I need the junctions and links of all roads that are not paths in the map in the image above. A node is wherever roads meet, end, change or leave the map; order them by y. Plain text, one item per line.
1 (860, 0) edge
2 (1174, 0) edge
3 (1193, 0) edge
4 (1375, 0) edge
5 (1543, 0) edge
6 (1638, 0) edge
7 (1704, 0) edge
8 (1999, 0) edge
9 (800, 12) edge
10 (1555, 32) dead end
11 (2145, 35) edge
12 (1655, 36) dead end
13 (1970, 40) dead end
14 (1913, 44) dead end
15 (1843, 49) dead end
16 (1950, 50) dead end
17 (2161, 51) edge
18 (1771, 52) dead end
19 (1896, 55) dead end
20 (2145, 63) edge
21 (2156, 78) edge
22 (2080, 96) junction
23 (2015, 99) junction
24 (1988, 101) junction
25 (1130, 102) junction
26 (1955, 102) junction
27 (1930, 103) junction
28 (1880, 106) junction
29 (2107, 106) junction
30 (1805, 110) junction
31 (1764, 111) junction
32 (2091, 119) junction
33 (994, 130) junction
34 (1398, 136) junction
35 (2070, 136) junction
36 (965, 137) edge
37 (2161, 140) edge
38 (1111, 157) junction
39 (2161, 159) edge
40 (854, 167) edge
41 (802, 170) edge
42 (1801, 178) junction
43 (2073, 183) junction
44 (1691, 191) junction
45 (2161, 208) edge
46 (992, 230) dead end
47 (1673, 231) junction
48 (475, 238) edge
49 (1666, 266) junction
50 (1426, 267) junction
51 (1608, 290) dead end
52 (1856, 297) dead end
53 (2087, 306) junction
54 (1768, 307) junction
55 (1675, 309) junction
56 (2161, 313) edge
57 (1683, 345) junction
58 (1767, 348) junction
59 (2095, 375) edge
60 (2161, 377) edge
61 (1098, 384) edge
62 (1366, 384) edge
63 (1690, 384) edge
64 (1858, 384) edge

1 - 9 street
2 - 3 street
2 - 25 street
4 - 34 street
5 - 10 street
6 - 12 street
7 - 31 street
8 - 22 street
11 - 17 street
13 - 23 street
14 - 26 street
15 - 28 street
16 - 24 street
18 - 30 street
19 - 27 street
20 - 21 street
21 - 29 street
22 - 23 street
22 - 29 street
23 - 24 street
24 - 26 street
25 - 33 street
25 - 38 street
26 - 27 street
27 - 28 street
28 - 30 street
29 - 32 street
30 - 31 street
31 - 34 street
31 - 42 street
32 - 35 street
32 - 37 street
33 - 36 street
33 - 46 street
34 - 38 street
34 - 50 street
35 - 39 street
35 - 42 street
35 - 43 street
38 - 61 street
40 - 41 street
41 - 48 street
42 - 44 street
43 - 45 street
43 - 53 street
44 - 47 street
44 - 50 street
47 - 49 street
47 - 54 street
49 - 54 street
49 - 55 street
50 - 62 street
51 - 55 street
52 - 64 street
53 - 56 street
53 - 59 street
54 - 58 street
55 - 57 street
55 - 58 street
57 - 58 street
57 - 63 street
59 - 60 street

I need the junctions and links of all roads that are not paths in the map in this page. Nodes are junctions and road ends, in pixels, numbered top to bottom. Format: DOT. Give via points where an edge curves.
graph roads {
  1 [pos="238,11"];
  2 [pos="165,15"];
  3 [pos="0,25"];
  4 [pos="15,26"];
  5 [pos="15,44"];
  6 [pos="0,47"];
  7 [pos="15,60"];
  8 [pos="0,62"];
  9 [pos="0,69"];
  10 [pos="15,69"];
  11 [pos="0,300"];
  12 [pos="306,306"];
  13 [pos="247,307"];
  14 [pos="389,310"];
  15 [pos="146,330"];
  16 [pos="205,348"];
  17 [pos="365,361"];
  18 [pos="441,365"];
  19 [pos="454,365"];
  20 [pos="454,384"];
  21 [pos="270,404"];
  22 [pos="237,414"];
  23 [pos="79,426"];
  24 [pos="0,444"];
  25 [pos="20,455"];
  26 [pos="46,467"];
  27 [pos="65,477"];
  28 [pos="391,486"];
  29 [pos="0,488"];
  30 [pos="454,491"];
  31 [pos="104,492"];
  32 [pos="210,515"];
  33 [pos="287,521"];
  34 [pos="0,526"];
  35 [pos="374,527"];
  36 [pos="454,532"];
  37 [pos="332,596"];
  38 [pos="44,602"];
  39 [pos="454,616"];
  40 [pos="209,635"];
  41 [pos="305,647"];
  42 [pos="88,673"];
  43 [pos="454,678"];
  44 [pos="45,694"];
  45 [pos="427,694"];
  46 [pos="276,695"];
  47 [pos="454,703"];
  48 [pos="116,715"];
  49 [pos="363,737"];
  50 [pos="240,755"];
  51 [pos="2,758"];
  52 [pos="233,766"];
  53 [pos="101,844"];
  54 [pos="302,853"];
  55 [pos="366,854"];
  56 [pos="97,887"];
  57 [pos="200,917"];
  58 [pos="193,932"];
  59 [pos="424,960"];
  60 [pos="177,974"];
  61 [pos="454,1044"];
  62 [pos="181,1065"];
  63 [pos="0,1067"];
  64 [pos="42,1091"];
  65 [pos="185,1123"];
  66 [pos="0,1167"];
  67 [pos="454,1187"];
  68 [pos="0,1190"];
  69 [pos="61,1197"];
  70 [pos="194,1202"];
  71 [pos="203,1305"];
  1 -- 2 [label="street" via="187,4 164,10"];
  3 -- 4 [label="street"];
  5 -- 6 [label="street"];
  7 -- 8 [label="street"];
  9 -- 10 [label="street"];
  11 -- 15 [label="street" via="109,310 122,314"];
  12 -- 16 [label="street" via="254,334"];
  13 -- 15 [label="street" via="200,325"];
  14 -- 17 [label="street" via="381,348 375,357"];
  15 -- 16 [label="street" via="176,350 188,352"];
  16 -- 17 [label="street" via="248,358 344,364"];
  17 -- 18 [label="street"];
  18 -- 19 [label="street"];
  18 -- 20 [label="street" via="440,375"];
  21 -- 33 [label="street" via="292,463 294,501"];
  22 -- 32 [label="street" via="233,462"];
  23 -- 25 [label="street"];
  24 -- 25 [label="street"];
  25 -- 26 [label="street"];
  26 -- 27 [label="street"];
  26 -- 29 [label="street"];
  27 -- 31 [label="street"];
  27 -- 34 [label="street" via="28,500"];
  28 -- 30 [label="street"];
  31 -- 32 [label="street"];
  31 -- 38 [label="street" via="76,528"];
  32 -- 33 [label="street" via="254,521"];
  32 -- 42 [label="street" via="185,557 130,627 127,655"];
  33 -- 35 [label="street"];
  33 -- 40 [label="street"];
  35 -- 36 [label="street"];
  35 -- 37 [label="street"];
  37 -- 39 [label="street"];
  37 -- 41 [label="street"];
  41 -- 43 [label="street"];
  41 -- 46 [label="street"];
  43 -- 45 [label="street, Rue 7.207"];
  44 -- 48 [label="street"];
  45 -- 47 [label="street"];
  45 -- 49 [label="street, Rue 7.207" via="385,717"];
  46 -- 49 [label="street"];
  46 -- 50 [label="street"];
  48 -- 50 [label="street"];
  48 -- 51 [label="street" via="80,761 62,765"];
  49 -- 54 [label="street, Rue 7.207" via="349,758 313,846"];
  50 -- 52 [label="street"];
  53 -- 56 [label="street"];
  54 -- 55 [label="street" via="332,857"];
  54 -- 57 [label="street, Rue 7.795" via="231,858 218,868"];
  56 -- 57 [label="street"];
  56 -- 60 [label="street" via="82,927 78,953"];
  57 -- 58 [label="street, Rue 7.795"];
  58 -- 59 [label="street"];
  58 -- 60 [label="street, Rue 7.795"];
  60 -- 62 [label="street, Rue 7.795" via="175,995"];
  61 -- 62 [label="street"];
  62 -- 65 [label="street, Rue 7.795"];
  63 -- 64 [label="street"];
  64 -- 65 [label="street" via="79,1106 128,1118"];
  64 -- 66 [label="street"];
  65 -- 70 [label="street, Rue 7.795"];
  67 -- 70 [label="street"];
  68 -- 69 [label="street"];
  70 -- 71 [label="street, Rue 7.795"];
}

■ **WHAT YOU HAVE TO DO**: Every line in the data above that contains "dead" needs to be copied.

■ **RESPONSE TO THIS EXERCISE**:
10 (1555, 32) dead end
12 (1655, 36) dead end
13 (1970, 40) dead end
14 (1913, 44) dead end
15 (1843, 49) dead end
16 (1950, 50) dead end
18 (1771, 52) dead end
19 (1896, 55) dead end
46 (992, 230) dead end
51 (1608, 290) dead end
52 (1856, 297) dead end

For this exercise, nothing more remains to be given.